*What needs to be done*
In full and exactly, reproduce the entries below, but omit the pictures.

= Beginning of Section =

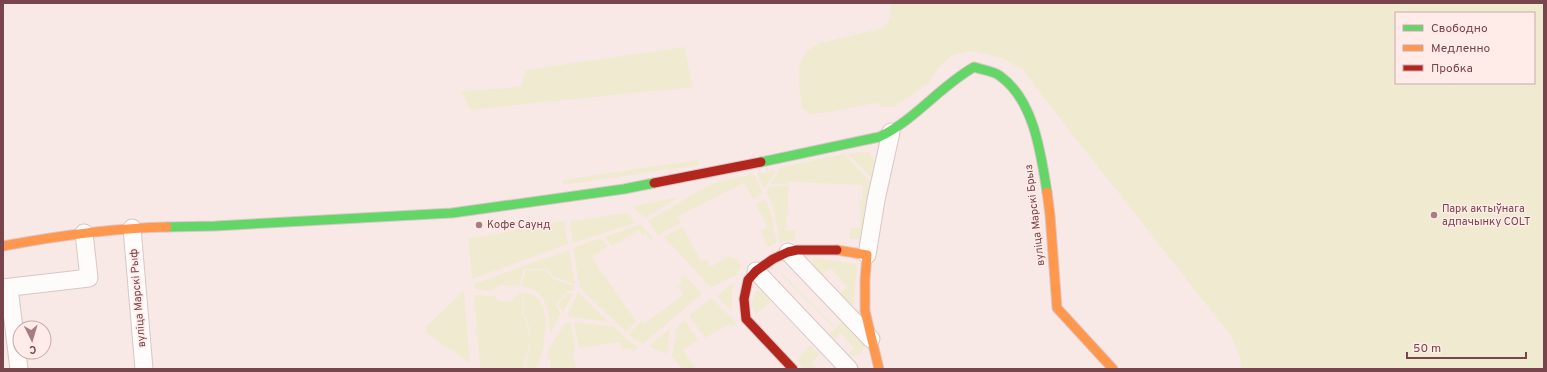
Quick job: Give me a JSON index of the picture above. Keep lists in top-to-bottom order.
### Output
{
  "streets": {
    "street": ["вуліца Марскі Брыз", "вуліца Марскі Рыф"]
  },
  "places": ["Парк актыўнага адпачынку COLT", "Кофе Саунд"],
  "legend": ["Свободно", "Медленно", "Пробка"],
  "scale_bar": "50 m",
  "north": "bottom"
}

= End of Section =

*Task answer*
Quick job: Give me a JSON index of the picture above. Keep lists in top-to-bottom order.
### Output
{
  "streets": {
    "street": ["вуліца Марскі Брыз", "вуліца Марскі Рыф"]
  },
  "places": ["Парк актыўнага адпачынку COLT", "Кофе Саунд"],
  "legend": ["Свободно", "Медленно", "Пробка"],
  "scale_bar": "50 m",
  "north": "bottom"
}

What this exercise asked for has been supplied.